Task to carry out: Every line in the records below with the string "that" needs to be copied out.

Records for the exercise:

==============================

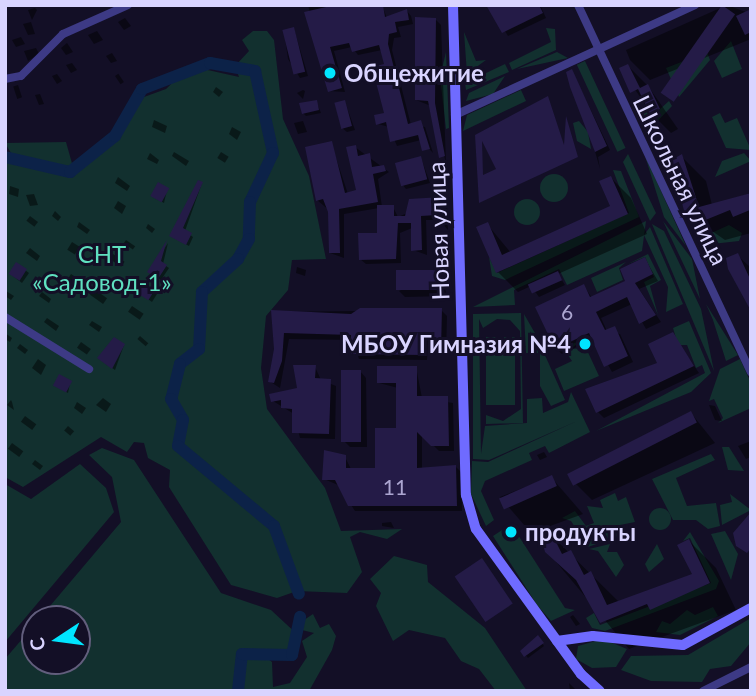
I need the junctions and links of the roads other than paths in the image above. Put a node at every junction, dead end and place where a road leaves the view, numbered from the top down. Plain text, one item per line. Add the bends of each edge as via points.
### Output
1 (128, 5) edge
2 (453, 5) edge
3 (578, 5) edge
4 (695, 5) edge
5 (598, 50) junction
6 (5, 79) edge
7 (455, 115) junction
8 (5, 317) edge
9 (89, 369) dead end
10 (751, 372) edge
11 (751, 608) edge
12 (556, 641) junction
13 (751, 667) edge
14 (600, 691) edge
15 (703, 691) edge

1 - 6 street via 63,34 21,76
2 - 7 street, Новая улица
3 - 5 street, Школьная улица
4 - 5 street
5 - 7 street
5 - 10 street, Школьная улица
7 - 12 street, Новая улица via 466,495 483,536
8 - 9 street
11 - 12 street via 683,645 593,636
12 - 14 street, Новая улица
13 - 15 street

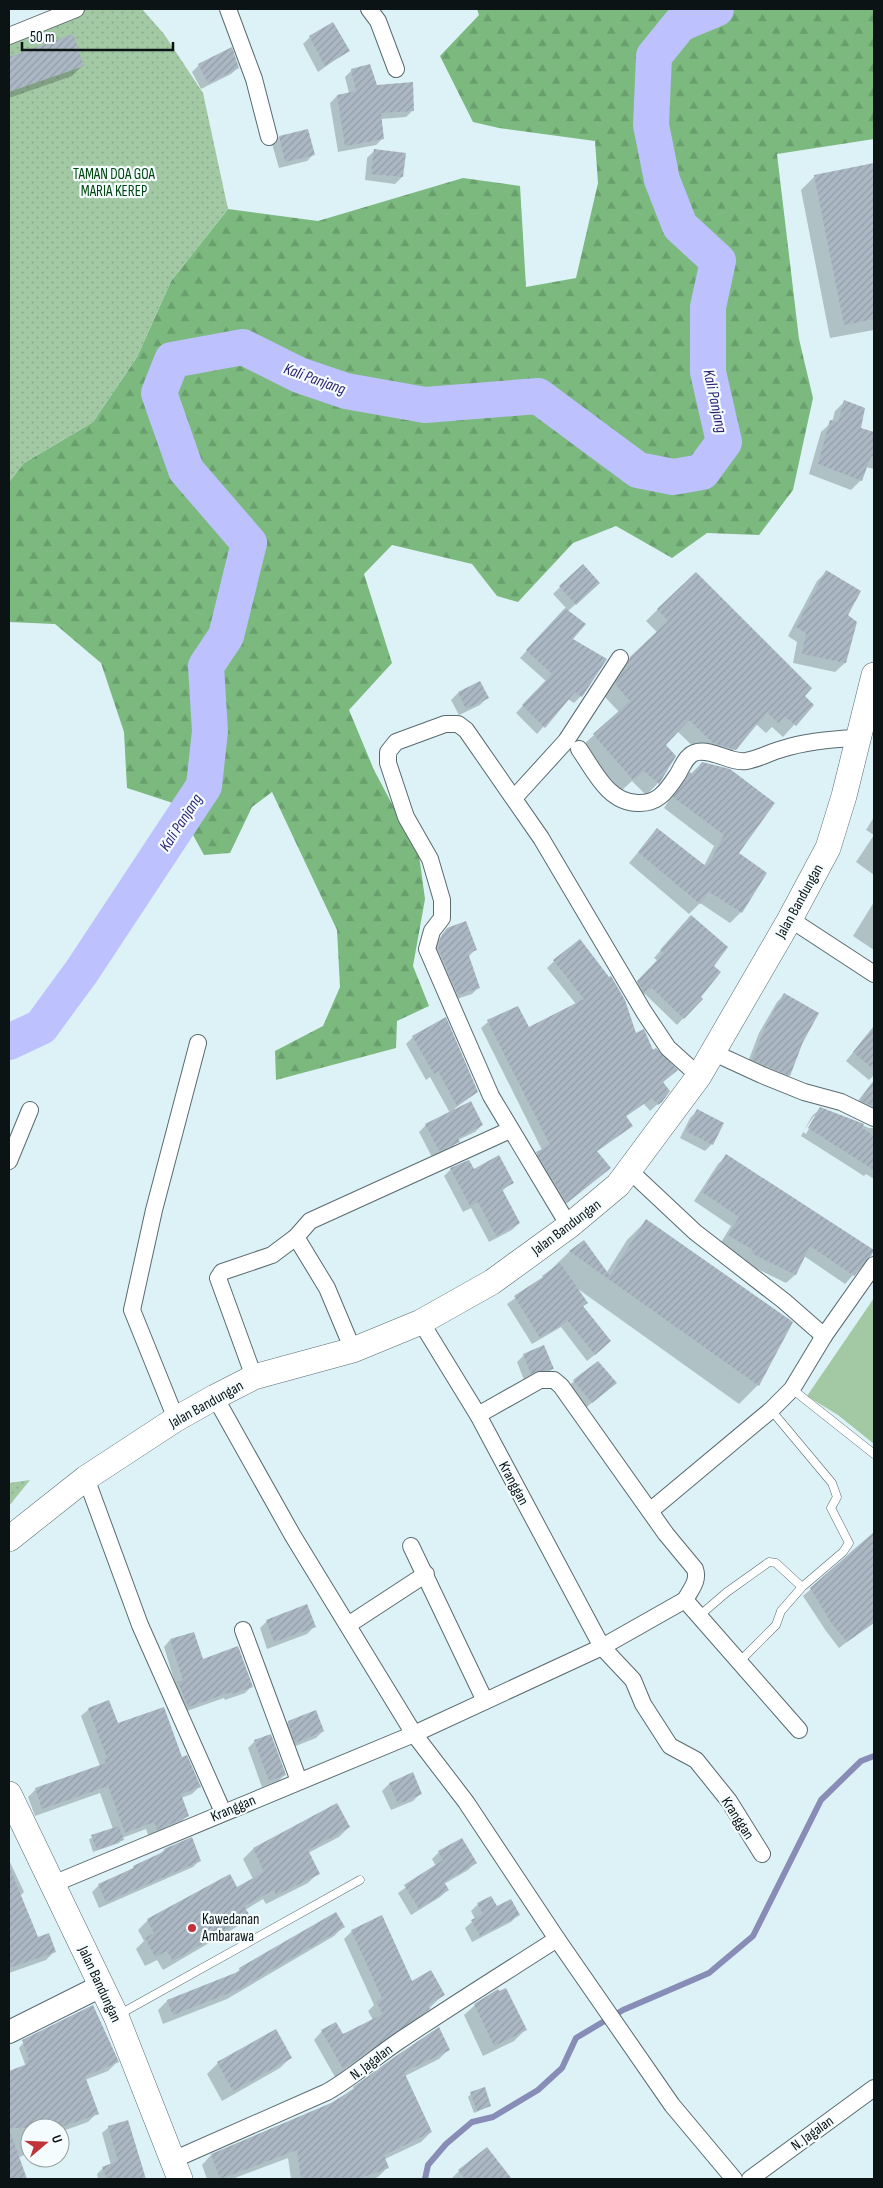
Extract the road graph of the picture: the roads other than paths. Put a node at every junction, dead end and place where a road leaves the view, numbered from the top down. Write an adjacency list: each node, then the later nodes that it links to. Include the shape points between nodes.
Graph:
1 (76, 9): 4 (street)
2 (228, 9): 7 (street, via 254,79)
3 (369, 9): 6 (street, via 378,22)
4 (58, 12): 5 (street)
5 (9, 36)
6 (396, 69)
7 (269, 137)
8 (620, 658): 12 (street, via 566,741)
9 (874, 675): 10 (main road, Jalan Bandungan)
10 (858, 738): 11 (street, via 820,739 745,761 696,752 688,756 667,791 647,804 618,800); 13 (main road, Jalan Bandungan, via 828,848)
11 (579, 749)
12 (515, 798): 17 (street, via 644,1012 668,1048); 20 (street, via 466,730 458,724 445,724 396,742 388,752 388,762 406,816 430,859 442,900 442,918 432,931 428,949 491,1096)
13 (790, 919): 14 (street); 16 (main road, Jalan Bandungan)
14 (874, 974)
15 (198, 1043): 34 (street, via 154,1210 132,1310)
16 (712, 1052): 17 (main road, Jalan Bandungan); 19 (street, via 762,1076 841,1102)
17 (698, 1076): 22 (main road, Jalan Bandungan)
18 (30, 1110): 21 (street)
19 (874, 1118)
20 (510, 1130): 23 (street); 24 (street, via 310,1221)
21 (9, 1161)
22 (630, 1171): 23 (main road, Jalan Bandungan); 27 (street, via 695,1232)
23 (569, 1226): 26 (main road, Jalan Bandungan, via 492,1282)
24 (296, 1237): 28 (street, via 327,1288); 29 (street, via 272,1255 222,1272 218,1278)
25 (874, 1265): 27 (street)
26 (421, 1322): 28 (main road, Jalan Bandungan); 33 (street, Kranggan)
27 (824, 1336): 30 (street)
28 (353, 1350): 29 (main road, Jalan Bandungan)
29 (254, 1377): 31 (main road, Jalan Bandungan)
30 (792, 1390): 32 (street); 35 (lane)
31 (215, 1397): 34 (main road, Jalan Bandungan); 44 (street, via 308,1562)
32 (771, 1410): 37 (street); 41 (lane, via 832,1483 837,1497 831,1508 849,1543)
33 (478, 1415): 37 (street, via 540,1380 554,1380); 46 (street, Kranggan)
34 (176, 1419): 36 (main road, Jalan Bandungan)
35 (874, 1454)
36 (86, 1478): 38 (main road, Jalan Bandungan); 53 (street, via 140,1626)
37 (650, 1511): 42 (street, via 695,1568 695,1583)
38 (10, 1531)
39 (412, 1546): 40 (street)
40 (426, 1574): 44 (street); 48 (street)
41 (802, 1587): 43 (lane, via 776,1563 769,1562); 47 (lane, via 781,1611 776,1625)
42 (685, 1600): 43 (street); 46 (street, Kranggan)
43 (699, 1616): 47 (street)
44 (348, 1625): 50 (street)
45 (243, 1630): 51 (street)
46 (602, 1647): 48 (street, Kranggan); 54 (street, Kranggan, via 633,1680 670,1746 696,1760 729,1801)
47 (739, 1662): 49 (street)
48 (485, 1701): 50 (street, Kranggan)
49 (799, 1730)
50 (414, 1734): 51 (street, Kranggan); 57 (street, via 466,1802)
51 (299, 1781): 53 (street, Kranggan)
52 (9, 1794): 56 (main road, Jalan Bandungan)
53 (223, 1812): 56 (street, Kranggan)
54 (762, 1854)
55 (360, 1880): 59 (lane)
56 (53, 1884): 58 (main road, Jalan Bandungan)
57 (557, 1939): 62 (street, N. Jagalan, via 412,2032 351,2078); 63 (street, via 672,2105)
58 (101, 1986): 59 (main road, Jalan Bandungan); 60 (main road)
59 (116, 2016): 62 (main road, Jalan Bandungan)
60 (9, 2032)
61 (874, 2088): 64 (street, N. Jagalan)
62 (176, 2170)
63 (734, 2179)
64 (750, 2179)

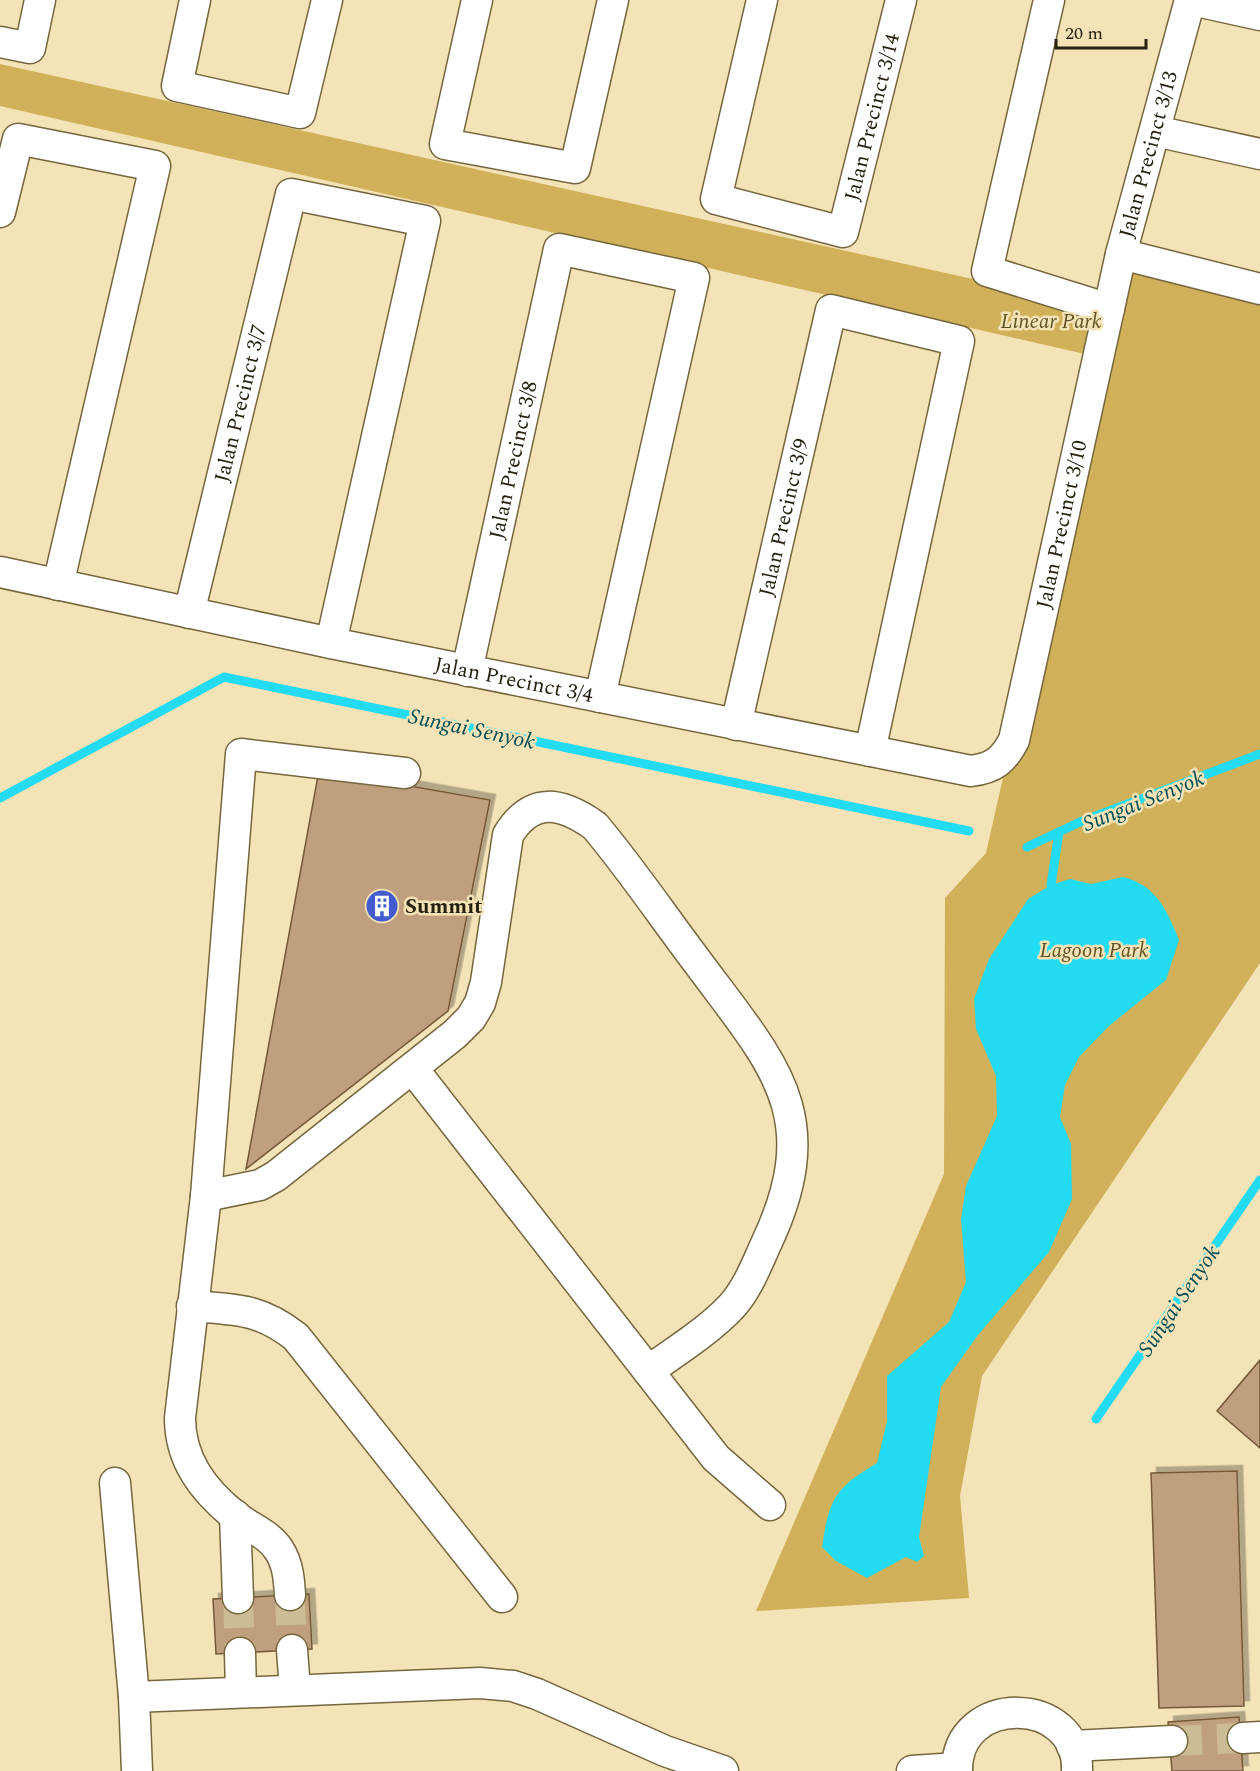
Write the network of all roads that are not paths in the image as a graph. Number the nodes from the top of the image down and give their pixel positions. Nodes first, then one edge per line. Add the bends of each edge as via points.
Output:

==============================

The answer:
Extract the road graph of the picture: the roads other than paths. Put a node at every junction, dead end and place where a road leaves the view, numbered from the top down. Write an adjacency list: each node, then the later nodes that it links to. Include the shape points between nodes.
Write the network of all roads that are not paths in the image as a graph. Number the nodes from the top of the image down and give their pixel positions. Nodes first, then one edge per line. Add the bends of each edge as via points.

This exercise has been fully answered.